Overview
- Original title: الدستور المؤقت للجمهورية العربية السورية
- Jurisdiction: Ba'athist Syria
- Date effective: 1 May 1969
- System: Unitary transitional one-party state

Government structure
- Branches: Three (executive, legislative and judiciary)
- Head of state: President
- Chambers: Unicameral (People's Assembly)
- Executive: President-led Council of Ministers; Prime Minister as head of government
- Judiciary: Judiciary of Syria
- Federalism: Unitary
- First legislature: 22 February 1971
- Repealed: 13 March 1973
- Supersedes: Provisional Constitution of 1964
- Superseded by: Constitution of 1973

Full text
- Provisional Constitution of Syria (1969) at Wikisource
- الدستور المؤقت للجمهورية العربية السورية at Arabic Wikisource

= Syrian Provisional Constitution of 1969 =

The Provisional Constitution of 1969 was issued by the Regional Command of the Ba’ath Party.
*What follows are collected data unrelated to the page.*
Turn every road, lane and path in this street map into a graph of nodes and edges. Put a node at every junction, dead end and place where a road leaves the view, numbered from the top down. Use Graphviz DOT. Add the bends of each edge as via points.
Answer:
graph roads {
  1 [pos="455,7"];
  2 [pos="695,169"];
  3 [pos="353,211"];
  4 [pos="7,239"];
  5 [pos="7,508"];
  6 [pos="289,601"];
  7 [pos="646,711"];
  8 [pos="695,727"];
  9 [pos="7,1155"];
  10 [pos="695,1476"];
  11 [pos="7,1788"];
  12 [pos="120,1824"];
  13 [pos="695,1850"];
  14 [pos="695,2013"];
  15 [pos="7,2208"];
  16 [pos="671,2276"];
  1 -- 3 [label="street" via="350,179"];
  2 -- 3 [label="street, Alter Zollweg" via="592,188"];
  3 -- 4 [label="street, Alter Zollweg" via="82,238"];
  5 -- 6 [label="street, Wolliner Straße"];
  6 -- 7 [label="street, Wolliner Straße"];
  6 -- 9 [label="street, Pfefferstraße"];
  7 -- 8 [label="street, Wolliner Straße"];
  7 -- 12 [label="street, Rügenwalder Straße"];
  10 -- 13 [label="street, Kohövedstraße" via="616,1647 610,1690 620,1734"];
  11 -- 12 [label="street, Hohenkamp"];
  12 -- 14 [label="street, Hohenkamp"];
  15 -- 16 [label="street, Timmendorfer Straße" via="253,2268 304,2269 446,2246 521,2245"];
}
The document concentrated political power in the hands of the President and the Ba’ath Party, formalizing a highly centralized system dominated by the executive and military leadership. The constitution emphasised Arab socialist principles, state-led economic development, and the ideological mission of Arab unity. It served as the governing framework of Syria until the adoption of the 1973 Constitution, which further entrenched Ba’athist rule under President Hafez al-Assad.